Over this small a temp range the guts of these thermostats are nearly identical (simple bi-metal disc switch) - certainly nothing that would drive any cost difference, other than the usual supply & demand.

As I said, why a manufacturer would choose a less common part that is 5X the cost to get a few degrees different for a rinse cycle compared to the wash cycle is beyond me. I'm ordering two of the 122 degree thermostats for $7 each and the wash and rinse boost will heat to the same temp.

That unit is about 5 to 7 years old based on the house age. My own Kitchenaid dishwasher just past 10 years and I have only replaced the water solenoid in that unit.those And the piece of junk GE I had in my last house went 17 years without me ever having to open it up.

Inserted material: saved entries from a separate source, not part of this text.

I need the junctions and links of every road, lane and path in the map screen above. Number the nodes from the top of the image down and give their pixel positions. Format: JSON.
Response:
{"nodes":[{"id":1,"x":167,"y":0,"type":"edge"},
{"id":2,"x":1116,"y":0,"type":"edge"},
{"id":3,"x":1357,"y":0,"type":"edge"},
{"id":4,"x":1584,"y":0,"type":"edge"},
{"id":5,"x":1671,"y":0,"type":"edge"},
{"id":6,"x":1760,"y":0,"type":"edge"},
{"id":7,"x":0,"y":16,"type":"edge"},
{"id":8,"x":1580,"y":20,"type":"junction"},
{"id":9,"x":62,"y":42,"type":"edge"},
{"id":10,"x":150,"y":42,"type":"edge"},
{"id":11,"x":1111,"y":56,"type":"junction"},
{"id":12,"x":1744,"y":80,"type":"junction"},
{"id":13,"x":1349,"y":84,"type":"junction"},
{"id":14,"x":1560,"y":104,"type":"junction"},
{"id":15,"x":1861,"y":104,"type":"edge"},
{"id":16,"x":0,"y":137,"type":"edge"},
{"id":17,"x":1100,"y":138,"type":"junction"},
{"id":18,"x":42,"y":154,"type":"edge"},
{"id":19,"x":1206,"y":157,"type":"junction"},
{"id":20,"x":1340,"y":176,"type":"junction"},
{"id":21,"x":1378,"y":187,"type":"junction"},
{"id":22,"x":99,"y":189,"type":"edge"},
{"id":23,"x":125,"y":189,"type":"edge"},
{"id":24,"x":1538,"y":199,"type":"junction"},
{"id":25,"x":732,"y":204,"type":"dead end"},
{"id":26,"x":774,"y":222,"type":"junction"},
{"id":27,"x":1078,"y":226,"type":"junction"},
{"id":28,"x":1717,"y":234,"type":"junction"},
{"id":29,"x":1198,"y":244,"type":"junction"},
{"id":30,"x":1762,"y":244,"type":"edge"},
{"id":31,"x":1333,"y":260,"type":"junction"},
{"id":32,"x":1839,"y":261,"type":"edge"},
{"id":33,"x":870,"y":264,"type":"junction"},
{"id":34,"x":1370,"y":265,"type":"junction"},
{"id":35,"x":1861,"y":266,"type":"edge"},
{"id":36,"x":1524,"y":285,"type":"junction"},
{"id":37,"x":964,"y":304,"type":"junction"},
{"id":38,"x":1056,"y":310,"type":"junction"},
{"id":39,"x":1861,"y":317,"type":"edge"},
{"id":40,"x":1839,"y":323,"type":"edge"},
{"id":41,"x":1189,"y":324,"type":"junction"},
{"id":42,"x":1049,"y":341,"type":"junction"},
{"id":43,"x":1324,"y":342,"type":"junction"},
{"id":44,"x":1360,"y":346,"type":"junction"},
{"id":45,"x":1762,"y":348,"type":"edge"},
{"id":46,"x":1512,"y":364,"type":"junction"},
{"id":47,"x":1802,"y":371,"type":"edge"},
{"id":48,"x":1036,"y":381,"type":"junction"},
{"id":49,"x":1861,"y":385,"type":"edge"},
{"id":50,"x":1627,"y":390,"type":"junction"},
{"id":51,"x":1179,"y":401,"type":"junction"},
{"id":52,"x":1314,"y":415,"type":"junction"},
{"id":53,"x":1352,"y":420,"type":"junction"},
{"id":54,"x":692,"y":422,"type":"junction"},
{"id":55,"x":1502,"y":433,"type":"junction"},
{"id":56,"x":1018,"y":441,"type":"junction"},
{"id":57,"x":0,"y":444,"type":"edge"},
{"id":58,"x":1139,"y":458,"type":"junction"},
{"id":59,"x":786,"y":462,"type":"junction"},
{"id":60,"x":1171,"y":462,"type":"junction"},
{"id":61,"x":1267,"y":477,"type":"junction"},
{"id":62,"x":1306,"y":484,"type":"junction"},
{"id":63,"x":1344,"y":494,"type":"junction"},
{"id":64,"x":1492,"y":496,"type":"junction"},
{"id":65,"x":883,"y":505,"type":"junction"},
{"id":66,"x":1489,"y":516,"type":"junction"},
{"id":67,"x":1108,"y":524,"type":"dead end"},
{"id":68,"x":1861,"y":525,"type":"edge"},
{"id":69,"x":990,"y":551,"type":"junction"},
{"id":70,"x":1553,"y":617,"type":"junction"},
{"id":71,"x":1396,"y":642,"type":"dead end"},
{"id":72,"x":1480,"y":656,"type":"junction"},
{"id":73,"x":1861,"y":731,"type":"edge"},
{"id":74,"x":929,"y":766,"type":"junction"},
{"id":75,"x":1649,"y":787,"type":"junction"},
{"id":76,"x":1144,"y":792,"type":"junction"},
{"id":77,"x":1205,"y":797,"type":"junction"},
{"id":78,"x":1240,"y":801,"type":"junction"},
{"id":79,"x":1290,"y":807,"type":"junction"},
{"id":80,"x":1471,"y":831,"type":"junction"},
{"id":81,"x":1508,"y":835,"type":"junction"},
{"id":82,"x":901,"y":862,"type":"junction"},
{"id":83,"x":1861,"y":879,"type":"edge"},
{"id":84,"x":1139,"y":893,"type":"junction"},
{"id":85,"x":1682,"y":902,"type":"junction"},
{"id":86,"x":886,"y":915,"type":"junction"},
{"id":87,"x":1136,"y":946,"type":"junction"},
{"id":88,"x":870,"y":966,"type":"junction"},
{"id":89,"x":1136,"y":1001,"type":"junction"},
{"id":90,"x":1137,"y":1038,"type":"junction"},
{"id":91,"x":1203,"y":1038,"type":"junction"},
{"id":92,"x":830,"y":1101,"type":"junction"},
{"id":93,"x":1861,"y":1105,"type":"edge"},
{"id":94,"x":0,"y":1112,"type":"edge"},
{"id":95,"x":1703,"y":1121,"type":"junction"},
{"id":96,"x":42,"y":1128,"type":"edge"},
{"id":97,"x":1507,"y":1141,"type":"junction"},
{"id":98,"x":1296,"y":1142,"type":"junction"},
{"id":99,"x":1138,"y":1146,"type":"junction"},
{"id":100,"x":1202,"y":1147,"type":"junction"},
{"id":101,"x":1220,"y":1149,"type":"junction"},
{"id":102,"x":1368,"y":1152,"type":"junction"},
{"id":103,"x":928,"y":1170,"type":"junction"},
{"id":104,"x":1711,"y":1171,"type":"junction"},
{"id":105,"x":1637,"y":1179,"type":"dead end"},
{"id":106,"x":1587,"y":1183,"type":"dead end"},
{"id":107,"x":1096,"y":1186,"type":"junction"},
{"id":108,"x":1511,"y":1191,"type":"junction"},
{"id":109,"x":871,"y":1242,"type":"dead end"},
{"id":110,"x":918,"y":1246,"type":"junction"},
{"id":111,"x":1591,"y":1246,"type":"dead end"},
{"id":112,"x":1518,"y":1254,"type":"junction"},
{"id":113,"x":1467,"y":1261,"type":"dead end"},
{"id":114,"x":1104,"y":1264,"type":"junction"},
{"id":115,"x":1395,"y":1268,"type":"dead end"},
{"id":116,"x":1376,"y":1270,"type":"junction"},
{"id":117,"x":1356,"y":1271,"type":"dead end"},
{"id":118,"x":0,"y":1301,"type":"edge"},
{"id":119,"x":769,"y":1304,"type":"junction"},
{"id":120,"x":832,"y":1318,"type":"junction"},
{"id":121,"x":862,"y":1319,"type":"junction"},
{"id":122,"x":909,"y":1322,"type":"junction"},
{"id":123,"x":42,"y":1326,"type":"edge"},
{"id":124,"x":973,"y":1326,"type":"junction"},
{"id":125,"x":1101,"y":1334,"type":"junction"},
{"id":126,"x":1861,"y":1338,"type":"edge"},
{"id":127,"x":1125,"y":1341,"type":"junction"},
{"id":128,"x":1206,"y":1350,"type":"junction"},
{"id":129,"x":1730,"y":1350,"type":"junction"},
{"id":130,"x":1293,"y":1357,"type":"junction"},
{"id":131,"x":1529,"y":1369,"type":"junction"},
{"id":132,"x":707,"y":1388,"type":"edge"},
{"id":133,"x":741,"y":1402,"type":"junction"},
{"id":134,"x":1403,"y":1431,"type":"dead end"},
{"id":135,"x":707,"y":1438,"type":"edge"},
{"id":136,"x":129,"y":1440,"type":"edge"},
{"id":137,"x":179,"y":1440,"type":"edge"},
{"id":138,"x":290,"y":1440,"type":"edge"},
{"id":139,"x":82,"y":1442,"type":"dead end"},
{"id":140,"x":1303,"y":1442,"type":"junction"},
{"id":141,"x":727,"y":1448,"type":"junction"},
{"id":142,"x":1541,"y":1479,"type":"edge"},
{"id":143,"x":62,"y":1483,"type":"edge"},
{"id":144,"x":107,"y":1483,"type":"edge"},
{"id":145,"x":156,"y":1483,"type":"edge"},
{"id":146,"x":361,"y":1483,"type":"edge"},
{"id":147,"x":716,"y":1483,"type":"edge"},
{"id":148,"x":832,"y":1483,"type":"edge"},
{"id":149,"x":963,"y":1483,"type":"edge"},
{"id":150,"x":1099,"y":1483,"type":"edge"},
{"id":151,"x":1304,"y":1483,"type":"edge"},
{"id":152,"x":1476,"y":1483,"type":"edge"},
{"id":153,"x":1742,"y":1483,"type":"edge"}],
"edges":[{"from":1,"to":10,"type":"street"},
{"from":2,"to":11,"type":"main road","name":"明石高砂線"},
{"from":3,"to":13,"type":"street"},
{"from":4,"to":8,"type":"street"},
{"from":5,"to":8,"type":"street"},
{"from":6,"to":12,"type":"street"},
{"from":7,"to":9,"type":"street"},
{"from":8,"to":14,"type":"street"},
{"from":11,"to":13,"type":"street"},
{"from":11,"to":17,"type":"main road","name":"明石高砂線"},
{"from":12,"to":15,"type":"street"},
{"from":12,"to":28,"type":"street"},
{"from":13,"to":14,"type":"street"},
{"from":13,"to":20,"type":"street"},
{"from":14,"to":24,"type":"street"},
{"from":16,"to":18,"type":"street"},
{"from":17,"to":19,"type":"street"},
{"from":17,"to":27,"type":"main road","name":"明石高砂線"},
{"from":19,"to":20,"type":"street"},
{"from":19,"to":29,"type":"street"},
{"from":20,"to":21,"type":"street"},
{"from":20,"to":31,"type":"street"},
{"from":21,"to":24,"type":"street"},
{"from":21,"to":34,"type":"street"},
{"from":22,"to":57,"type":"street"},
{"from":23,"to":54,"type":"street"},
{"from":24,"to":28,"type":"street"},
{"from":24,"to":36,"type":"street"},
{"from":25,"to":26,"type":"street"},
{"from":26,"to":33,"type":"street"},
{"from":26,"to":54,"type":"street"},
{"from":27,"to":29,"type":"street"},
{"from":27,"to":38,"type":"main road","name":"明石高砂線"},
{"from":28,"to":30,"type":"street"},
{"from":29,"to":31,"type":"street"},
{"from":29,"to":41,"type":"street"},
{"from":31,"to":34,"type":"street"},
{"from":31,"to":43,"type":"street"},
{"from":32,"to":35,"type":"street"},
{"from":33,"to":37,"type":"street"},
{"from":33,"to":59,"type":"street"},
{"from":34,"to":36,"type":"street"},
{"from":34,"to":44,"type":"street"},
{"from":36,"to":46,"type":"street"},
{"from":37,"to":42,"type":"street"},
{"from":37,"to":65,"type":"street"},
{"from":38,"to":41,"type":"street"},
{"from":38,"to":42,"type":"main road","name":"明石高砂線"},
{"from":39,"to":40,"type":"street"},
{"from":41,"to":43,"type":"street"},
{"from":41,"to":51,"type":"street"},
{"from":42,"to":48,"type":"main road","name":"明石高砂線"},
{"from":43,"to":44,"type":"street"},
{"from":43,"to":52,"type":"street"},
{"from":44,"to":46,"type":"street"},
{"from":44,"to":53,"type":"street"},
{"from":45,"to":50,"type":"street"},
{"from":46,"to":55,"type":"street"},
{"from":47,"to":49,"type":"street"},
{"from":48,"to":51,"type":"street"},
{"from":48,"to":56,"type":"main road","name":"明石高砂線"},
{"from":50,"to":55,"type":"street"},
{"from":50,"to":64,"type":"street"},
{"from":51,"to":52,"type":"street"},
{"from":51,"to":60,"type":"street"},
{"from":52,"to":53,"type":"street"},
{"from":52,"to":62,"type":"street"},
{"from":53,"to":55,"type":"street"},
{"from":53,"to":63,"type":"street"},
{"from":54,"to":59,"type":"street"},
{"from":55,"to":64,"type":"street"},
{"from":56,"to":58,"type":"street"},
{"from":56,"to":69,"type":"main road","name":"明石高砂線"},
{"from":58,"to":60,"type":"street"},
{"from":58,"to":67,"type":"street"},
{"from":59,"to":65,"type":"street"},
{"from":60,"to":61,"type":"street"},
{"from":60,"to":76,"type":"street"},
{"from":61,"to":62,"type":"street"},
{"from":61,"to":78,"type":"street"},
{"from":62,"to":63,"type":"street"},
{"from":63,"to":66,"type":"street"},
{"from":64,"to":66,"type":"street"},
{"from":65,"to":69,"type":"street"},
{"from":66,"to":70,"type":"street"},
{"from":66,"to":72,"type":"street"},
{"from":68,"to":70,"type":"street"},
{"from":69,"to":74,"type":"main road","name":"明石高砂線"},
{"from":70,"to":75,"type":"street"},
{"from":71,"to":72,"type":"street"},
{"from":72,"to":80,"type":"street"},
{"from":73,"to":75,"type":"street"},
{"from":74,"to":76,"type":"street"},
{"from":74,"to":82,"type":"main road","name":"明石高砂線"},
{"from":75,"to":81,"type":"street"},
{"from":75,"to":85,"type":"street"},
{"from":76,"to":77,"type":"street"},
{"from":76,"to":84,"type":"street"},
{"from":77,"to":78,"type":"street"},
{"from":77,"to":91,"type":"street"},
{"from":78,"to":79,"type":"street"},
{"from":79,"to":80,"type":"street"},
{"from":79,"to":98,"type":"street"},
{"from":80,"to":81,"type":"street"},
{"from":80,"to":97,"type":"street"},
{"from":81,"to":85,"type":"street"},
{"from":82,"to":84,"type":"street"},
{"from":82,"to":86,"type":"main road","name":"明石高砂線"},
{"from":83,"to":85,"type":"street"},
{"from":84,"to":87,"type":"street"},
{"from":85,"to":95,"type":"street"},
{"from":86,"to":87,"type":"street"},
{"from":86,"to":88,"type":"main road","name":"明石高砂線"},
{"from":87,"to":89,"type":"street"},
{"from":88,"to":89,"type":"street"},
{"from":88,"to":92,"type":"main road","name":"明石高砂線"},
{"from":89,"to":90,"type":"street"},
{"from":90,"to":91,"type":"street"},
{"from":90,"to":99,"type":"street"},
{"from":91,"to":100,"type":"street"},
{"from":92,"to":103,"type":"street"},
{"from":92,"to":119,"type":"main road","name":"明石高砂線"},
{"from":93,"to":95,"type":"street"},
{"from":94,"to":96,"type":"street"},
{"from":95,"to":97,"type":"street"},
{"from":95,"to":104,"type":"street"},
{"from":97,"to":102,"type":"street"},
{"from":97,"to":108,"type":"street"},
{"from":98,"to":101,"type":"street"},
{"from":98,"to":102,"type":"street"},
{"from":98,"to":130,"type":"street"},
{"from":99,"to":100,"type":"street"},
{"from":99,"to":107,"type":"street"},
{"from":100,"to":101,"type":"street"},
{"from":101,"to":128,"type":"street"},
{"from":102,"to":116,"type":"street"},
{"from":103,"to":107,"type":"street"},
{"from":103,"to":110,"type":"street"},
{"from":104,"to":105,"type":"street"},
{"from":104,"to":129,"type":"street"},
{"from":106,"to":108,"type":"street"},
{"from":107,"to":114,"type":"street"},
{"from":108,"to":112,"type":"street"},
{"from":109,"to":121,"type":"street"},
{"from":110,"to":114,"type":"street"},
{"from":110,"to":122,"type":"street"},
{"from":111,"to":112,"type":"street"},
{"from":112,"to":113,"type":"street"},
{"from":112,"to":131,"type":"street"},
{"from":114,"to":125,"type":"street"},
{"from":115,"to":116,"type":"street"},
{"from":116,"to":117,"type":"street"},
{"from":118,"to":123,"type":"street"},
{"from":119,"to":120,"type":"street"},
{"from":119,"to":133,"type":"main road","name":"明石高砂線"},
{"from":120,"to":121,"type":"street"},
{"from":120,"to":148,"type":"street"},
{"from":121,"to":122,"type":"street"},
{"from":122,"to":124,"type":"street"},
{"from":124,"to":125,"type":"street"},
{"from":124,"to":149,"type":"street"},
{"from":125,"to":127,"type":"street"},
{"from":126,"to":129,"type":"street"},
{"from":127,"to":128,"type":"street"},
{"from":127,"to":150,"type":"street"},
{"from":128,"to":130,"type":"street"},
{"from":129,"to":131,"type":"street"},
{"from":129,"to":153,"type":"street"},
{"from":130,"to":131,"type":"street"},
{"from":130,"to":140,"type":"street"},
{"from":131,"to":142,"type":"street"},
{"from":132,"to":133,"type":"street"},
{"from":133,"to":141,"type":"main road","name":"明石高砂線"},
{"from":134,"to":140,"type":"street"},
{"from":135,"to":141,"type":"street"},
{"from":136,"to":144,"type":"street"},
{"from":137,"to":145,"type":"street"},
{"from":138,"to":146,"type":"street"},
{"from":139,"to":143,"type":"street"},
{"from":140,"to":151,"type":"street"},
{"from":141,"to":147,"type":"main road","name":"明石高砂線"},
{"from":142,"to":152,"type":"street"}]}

In fact, I sold my last house of 17 years with all the original (low-end) appliances (washer, drier, dishwasher, oven, A/C) still operational. And I'm now 10 years into my second house which I equipped with higher-end appliances. They all still work, but I did have to replace a $5 starting disc in the fridge and a control panel in my double oven. ($400 was way too expensive for a keypad & controller - next time I vow to build my own oven controller using a $100 Android Tablet - plus then I can surf the internet while I cook).

Zoll, you sound like the salesman at Sears when I built my new house ;-)
... I told him how my original Kenmore washer & drier were still on the job and without blinking he told me "no way these new units will last you that long!" I told him he should consider another line of work.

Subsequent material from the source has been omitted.